Saved entries
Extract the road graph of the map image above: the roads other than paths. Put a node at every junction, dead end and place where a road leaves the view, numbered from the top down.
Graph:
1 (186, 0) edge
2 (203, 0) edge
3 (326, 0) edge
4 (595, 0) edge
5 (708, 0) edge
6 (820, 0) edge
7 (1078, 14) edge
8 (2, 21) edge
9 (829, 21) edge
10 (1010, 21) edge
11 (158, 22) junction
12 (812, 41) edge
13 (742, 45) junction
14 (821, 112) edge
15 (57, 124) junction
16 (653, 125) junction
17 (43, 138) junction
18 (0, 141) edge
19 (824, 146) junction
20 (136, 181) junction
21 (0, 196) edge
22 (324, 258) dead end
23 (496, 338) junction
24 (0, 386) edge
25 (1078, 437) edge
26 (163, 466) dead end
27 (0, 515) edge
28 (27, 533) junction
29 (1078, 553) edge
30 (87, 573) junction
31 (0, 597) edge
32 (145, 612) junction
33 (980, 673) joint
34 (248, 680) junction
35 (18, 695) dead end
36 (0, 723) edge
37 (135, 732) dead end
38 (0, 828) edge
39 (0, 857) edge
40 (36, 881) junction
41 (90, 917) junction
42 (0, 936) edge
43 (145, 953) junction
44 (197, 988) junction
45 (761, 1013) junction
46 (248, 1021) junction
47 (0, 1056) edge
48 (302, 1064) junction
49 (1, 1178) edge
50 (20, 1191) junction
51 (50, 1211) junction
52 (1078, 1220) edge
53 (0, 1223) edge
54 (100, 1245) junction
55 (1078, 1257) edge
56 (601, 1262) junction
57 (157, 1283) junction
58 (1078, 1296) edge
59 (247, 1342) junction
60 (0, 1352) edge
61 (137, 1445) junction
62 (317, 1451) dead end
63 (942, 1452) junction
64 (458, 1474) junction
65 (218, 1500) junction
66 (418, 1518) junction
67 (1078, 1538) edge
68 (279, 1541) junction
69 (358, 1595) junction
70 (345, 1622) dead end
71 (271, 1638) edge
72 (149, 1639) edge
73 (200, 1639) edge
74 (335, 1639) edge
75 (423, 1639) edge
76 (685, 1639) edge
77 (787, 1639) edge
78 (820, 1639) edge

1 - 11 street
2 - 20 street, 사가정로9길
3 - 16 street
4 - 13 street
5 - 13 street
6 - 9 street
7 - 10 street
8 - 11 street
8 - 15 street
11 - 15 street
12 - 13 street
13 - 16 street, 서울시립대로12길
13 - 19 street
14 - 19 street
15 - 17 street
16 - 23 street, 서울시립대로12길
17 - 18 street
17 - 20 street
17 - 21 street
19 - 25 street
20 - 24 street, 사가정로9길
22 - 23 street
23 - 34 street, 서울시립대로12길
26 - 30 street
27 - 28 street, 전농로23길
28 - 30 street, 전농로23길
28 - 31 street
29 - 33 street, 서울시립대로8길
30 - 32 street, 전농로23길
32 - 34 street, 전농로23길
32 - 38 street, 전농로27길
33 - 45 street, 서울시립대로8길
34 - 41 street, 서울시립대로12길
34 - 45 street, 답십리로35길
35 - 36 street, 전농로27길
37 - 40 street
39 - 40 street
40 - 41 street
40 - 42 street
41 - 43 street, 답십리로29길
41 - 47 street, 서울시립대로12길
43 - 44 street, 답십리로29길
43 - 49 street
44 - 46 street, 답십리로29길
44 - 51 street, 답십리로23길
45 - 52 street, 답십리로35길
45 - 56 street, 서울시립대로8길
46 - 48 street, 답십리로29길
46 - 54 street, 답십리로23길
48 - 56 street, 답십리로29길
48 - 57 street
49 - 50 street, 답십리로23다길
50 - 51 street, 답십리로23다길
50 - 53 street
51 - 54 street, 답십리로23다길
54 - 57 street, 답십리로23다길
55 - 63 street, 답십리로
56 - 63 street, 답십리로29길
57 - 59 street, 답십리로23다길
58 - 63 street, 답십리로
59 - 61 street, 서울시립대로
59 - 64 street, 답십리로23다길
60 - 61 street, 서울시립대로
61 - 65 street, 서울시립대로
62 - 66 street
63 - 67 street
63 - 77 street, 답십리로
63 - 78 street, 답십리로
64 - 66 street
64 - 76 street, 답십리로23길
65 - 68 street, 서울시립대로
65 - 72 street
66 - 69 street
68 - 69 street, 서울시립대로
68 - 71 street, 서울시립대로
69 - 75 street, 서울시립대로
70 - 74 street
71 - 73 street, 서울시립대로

▶ [To do]
Going line by line, set down the data above exactly as given.

▶ [Task answer]
Extract the road graph of the map image above: the roads other than paths. Put a node at every junction, dead end and place where a road leaves the view, numbered from the top down.
Graph:
1 (186, 0) edge
2 (203, 0) edge
3 (326, 0) edge
4 (595, 0) edge
5 (708, 0) edge
6 (820, 0) edge
7 (1078, 14) edge
8 (2, 21) edge
9 (829, 21) edge
10 (1010, 21) edge
11 (158, 22) junction
12 (812, 41) edge
13 (742, 45) junction
14 (821, 112) edge
15 (57, 124) junction
16 (653, 125) junction
17 (43, 138) junction
18 (0, 141) edge
19 (824, 146) junction
20 (136, 181) junction
21 (0, 196) edge
22 (324, 258) dead end
23 (496, 338) junction
24 (0, 386) edge
25 (1078, 437) edge
26 (163, 466) dead end
27 (0, 515) edge
28 (27, 533) junction
29 (1078, 553) edge
30 (87, 573) junction
31 (0, 597) edge
32 (145, 612) junction
33 (980, 673) joint
34 (248, 680) junction
35 (18, 695) dead end
36 (0, 723) edge
37 (135, 732) dead end
38 (0, 828) edge
39 (0, 857) edge
40 (36, 881) junction
41 (90, 917) junction
42 (0, 936) edge
43 (145, 953) junction
44 (197, 988) junction
45 (761, 1013) junction
46 (248, 1021) junction
47 (0, 1056) edge
48 (302, 1064) junction
49 (1, 1178) edge
50 (20, 1191) junction
51 (50, 1211) junction
52 (1078, 1220) edge
53 (0, 1223) edge
54 (100, 1245) junction
55 (1078, 1257) edge
56 (601, 1262) junction
57 (157, 1283) junction
58 (1078, 1296) edge
59 (247, 1342) junction
60 (0, 1352) edge
61 (137, 1445) junction
62 (317, 1451) dead end
63 (942, 1452) junction
64 (458, 1474) junction
65 (218, 1500) junction
66 (418, 1518) junction
67 (1078, 1538) edge
68 (279, 1541) junction
69 (358, 1595) junction
70 (345, 1622) dead end
71 (271, 1638) edge
72 (149, 1639) edge
73 (200, 1639) edge
74 (335, 1639) edge
75 (423, 1639) edge
76 (685, 1639) edge
77 (787, 1639) edge
78 (820, 1639) edge

1 - 11 street
2 - 20 street, 사가정로9길
3 - 16 street
4 - 13 street
5 - 13 street
6 - 9 street
7 - 10 street
8 - 11 street
8 - 15 street
11 - 15 street
12 - 13 street
13 - 16 street, 서울시립대로12길
13 - 19 street
14 - 19 street
15 - 17 street
16 - 23 street, 서울시립대로12길
17 - 18 street
17 - 20 street
17 - 21 street
19 - 25 street
20 - 24 street, 사가정로9길
22 - 23 street
23 - 34 street, 서울시립대로12길
26 - 30 street
27 - 28 street, 전농로23길
28 - 30 street, 전농로23길
28 - 31 street
29 - 33 street, 서울시립대로8길
30 - 32 street, 전농로23길
32 - 34 street, 전농로23길
32 - 38 street, 전농로27길
33 - 45 street, 서울시립대로8길
34 - 41 street, 서울시립대로12길
34 - 45 street, 답십리로35길
35 - 36 street, 전농로27길
37 - 40 street
39 - 40 street
40 - 41 street
40 - 42 street
41 - 43 street, 답십리로29길
41 - 47 street, 서울시립대로12길
43 - 44 street, 답십리로29길
43 - 49 street
44 - 46 street, 답십리로29길
44 - 51 street, 답십리로23길
45 - 52 street, 답십리로35길
45 - 56 street, 서울시립대로8길
46 - 48 street, 답십리로29길
46 - 54 street, 답십리로23길
48 - 56 street, 답십리로29길
48 - 57 street
49 - 50 street, 답십리로23다길
50 - 51 street, 답십리로23다길
50 - 53 street
51 - 54 street, 답십리로23다길
54 - 57 street, 답십리로23다길
55 - 63 street, 답십리로
56 - 63 street, 답십리로29길
57 - 59 street, 답십리로23다길
58 - 63 street, 답십리로
59 - 61 street, 서울시립대로
59 - 64 street, 답십리로23다길
60 - 61 street, 서울시립대로
61 - 65 street, 서울시립대로
62 - 66 street
63 - 67 street
63 - 77 street, 답십리로
63 - 78 street, 답십리로
64 - 66 street
64 - 76 street, 답십리로23길
65 - 68 street, 서울시립대로
65 - 72 street
66 - 69 street
68 - 69 street, 서울시립대로
68 - 71 street, 서울시립대로
69 - 75 street, 서울시립대로
70 - 74 street
71 - 73 street, 서울시립대로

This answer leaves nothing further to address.